Entre le 4 et le 9 juillet 2026, au moins 61 personnes, dont 14 enfants, ont été tuées dans une vague d’attaques perpétrées par des gangs armés à Kenscoff et Pétion-Ville, dans le département de l’Ouest. Selon un rapport des Nations unies, ces violences ont également contraint plus de 5 840 habitants à fuir leurs domiciles, abandonnant derrière eux leurs biens et leurs activités économiques.
Ces nouveaux massacres illustrent une fois de plus l’incapacité du gouvernement du Premier ministre Alix Didier Fils-Aimé à endiguer la spirale de violence qui ravage la région métropolitaine de Port-au-Prince. Malgré les promesses répétées et les discours sécuritaires, les gangs armés continuent d’étendre leur emprise vers des zones jusqu’alors épargnées, semant la terreur et le chaos.

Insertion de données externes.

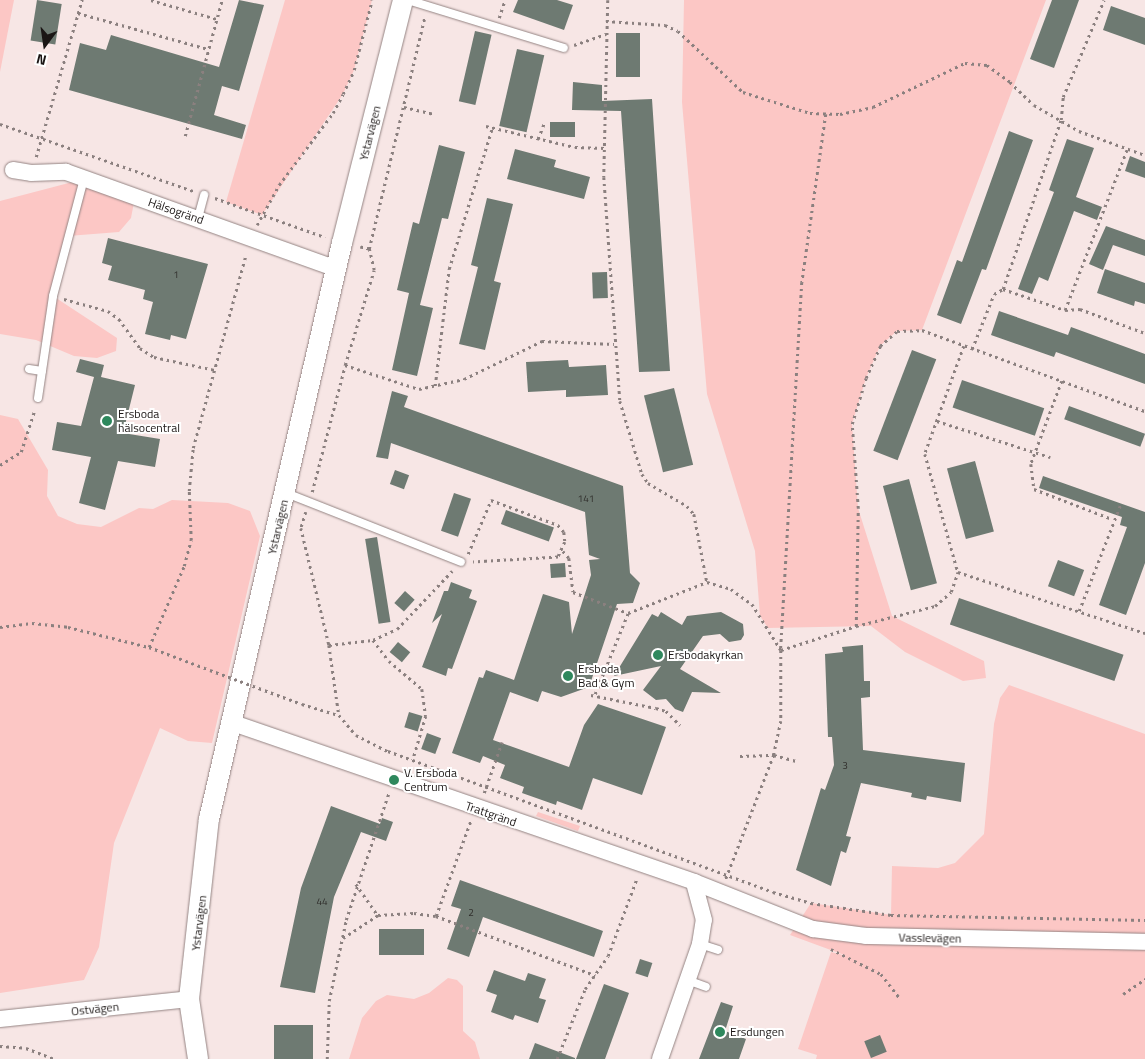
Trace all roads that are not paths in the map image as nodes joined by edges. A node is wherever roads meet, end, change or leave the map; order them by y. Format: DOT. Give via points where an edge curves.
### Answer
graph roads {
  1 [pos="403,0"];
  2 [pos="408,0"];
  3 [pos="564,48"];
  4 [pos="13,170"];
  5 [pos="84,178"];
  6 [pos="204,194"];
  7 [pos="198,218"];
  8 [pos="336,269"];
  9 [pos="29,369"];
  10 [pos="42,371"];
  11 [pos="38,398"];
  12 [pos="286,493"];
  13 [pos="461,562"];
  14 [pos="233,724"];
  15 [pos="694,882"];
  16 [pos="722,893"];
  17 [pos="1145,942"];
  18 [pos="700,944"];
  19 [pos="718,950"];
  20 [pos="687,980"];
  21 [pos="706,987"];
  22 [pos="189,999"];
  23 [pos="0,1019"];
  24 [pos="198,1059"];
  25 [pos="660,1059"];
  1 -- 8 [label="street, Ystarvägen"];
  2 -- 3 [label="lane"];
  4 -- 5 [label="street, Hälsogränd" via="31,174 66,172"];
  5 -- 7 [label="street, Hälsogränd"];
  5 -- 10 [label="lane" via="53,296"];
  6 -- 7 [label="lane"];
  7 -- 8 [label="street, Hälsogränd"];
  8 -- 12 [label="street, Ystarvägen"];
  9 -- 10 [label="lane"];
  10 -- 11 [label="lane"];
  12 -- 13 [label="lane"];
  12 -- 14 [label="street, Ystarvägen"];
  14 -- 15 [label="street, Trattgränd"];
  14 -- 22 [label="street, Ystarvägen" via="209,818"];
  15 -- 16 [label="street, Trattgränd"];
  15 -- 18 [label="street" via="704,920"];
  16 -- 17 [label="street, Vasslevägen" via="813,929 866,936"];
  18 -- 19 [label="lane"];
  18 -- 20 [label="street"];
  20 -- 21 [label="lane"];
  20 -- 25 [label="street"];
  22 -- 23 [label="street, Ostvägen"];
  22 -- 24 [label="street, Ystarvägen"];
}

Les dégâts matériels sont considérables : des habitations ont été incendiées ou pillées, et des infrastructures de télécommunications ont été endommagées, compliquant l’accès des populations aux services essentiels. Dans les zones touchées, des milliers de familles vivent dans des conditions précaires, sans abri adapté, confrontées à une insécurité alimentaire grandissante. Les déplacements massifs aggravent une crise humanitaire déjà alarmante, tandis que les appels à l’aide restent largement sans réponse.

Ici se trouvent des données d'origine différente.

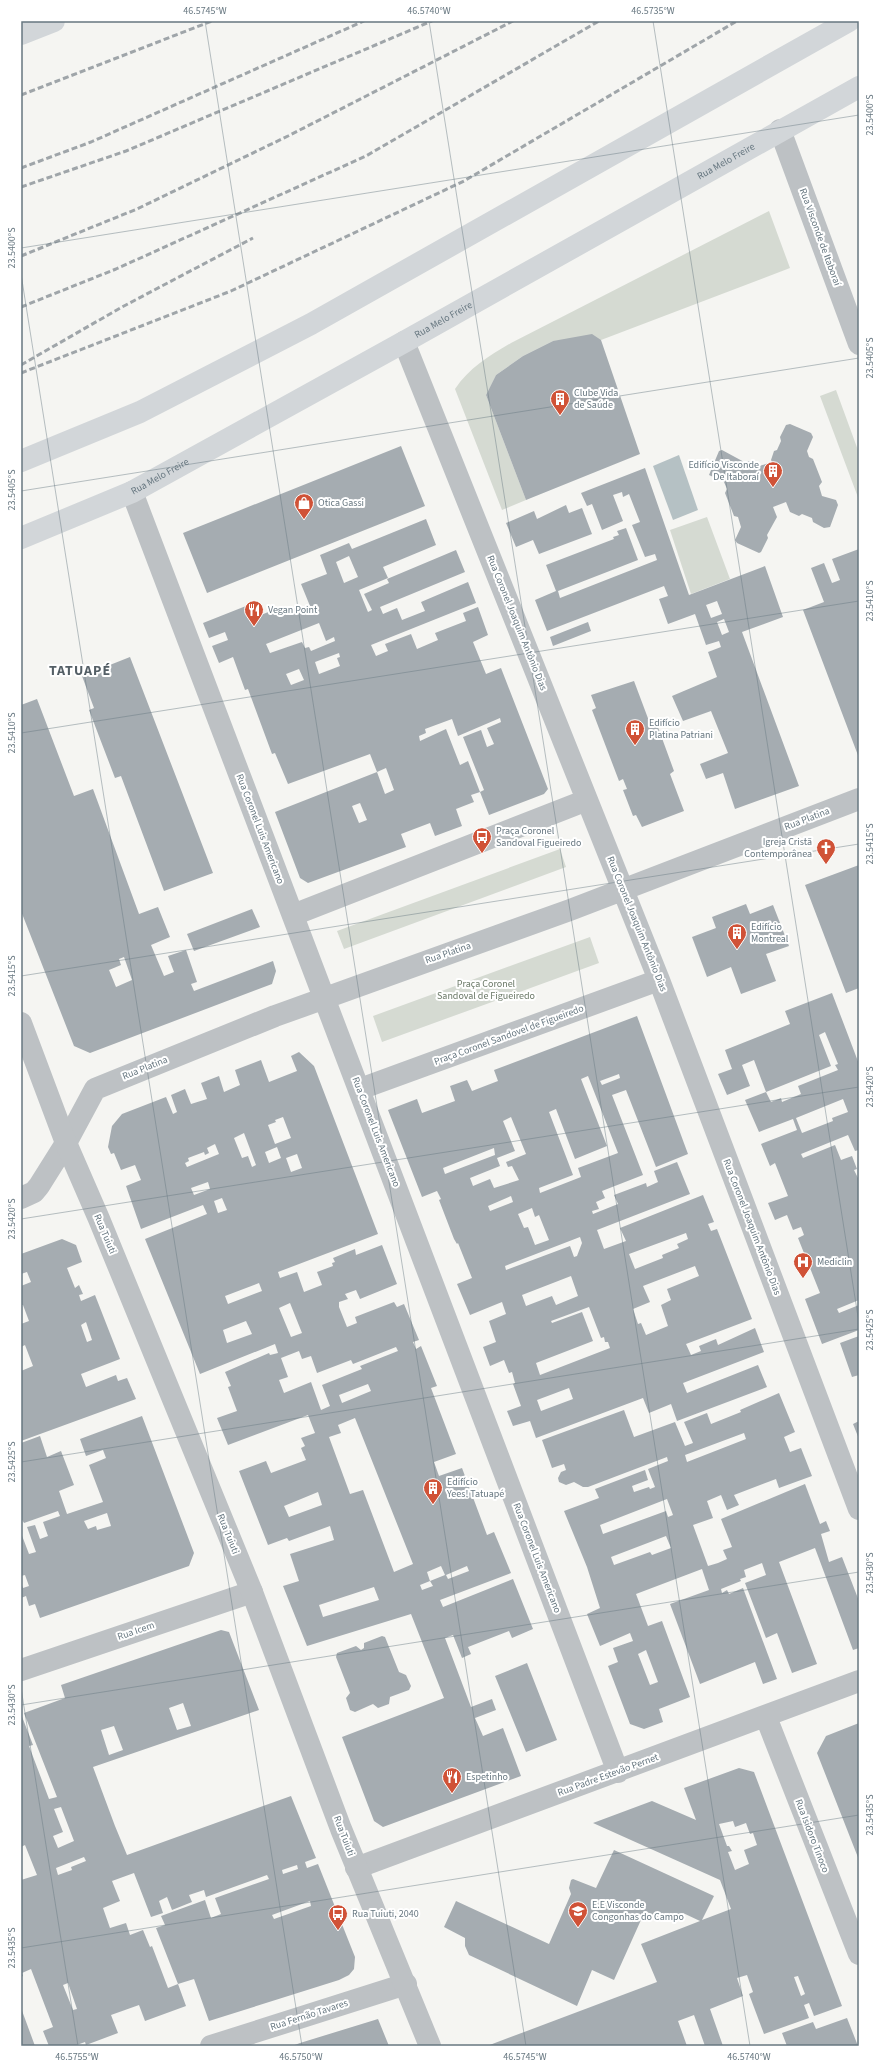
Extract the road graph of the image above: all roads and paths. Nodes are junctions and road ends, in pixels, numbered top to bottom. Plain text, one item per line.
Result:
1 (54, 21) edge
2 (849, 21) edge
3 (21, 34) edge
4 (859, 87) edge
5 (780, 130) junction
6 (404, 342) junction
7 (859, 344) edge
8 (21, 461) edge
9 (132, 492) junction
10 (21, 538) edge
11 (859, 799) edge
12 (587, 800) junction
13 (623, 890) junction
14 (293, 915) junction
15 (659, 980) junction
16 (325, 998) junction
17 (21, 1023) edge
18 (360, 1089) junction
19 (66, 1143) junction
20 (21, 1198) edge
21 (859, 1510) edge
22 (252, 1592) junction
23 (21, 1670) edge
24 (859, 1681) edge
25 (766, 1717) junction
26 (618, 1772) junction
27 (356, 1868) junction
28 (859, 1954) edge
29 (406, 1984) junction
30 (212, 2046) edge
31 (430, 2046) edge

1 - 3 main road
2 - 8 main road
4 - 5 main road, Rua Melo Freire
5 - 6 main road, Rua Melo Freire
5 - 7 street, Rua Visconde de Itaboraí
6 - 9 main road, Rua Melo Freire
6 - 12 street, Rua Coronel Joaquim Antônio Dias
9 - 10 main road, Rua Melo Freire
9 - 14 street, Rua Coronel Luis Americano
11 - 13 street, Rua Platina
12 - 13 street, Rua Coronel Joaquim Antônio Dias
12 - 14 street
13 - 15 street, Rua Coronel Joaquim Antônio Dias
13 - 16 street, Rua Platina
14 - 16 street, Rua Coronel Luis Americano
15 - 18 street, Praça Coronel Sandovel de Figueiredo
15 - 21 street, Rua Coronel Joaquim Antônio Dias
16 - 18 street, Rua Coronel Luis Americano
16 - 19 street, Rua Platina
17 - 19 street, Rua Tuiuti
18 - 26 street, Rua Coronel Luis Americano
19 - 20 street, Rua Platina
19 - 22 street, Rua Tuiuti
22 - 23 street, Rua Icem
22 - 27 street, Rua Tuiuti
24 - 25 street, Rua Padre Estevão Pernet
25 - 26 street, Rua Padre Estevão Pernet
25 - 28 street, Rua Isidoro Tinoco
26 - 27 street, Rua Padre Estevão Pernet
27 - 29 street, Rua Tuiuti
29 - 30 street, Rua Fernão Tavares
29 - 31 street, Rua Tuiuti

Face à cette situation, les autorités locales réclament un renforcement urgent des mesures de sécurité et une assistance immédiate pour les personnes déplacées. Pourtant, force est de constater que la Force Multinationale de Sécurité, déployée pour épauler la Police nationale, n’a jusqu’ici mené aucune opération d’envergure contre les gangs. Cette absence d’action concrète nourrit le sentiment d’abandon au sein des populations vulnérables.
Alors que les gangs armés gagnent du terrain et que le bilan humain ne cesse de s’alourdir, le gouvernement semble dépourvu de stratégie efficace pour protéger les civils et reprendre le contrôle des zones affectées.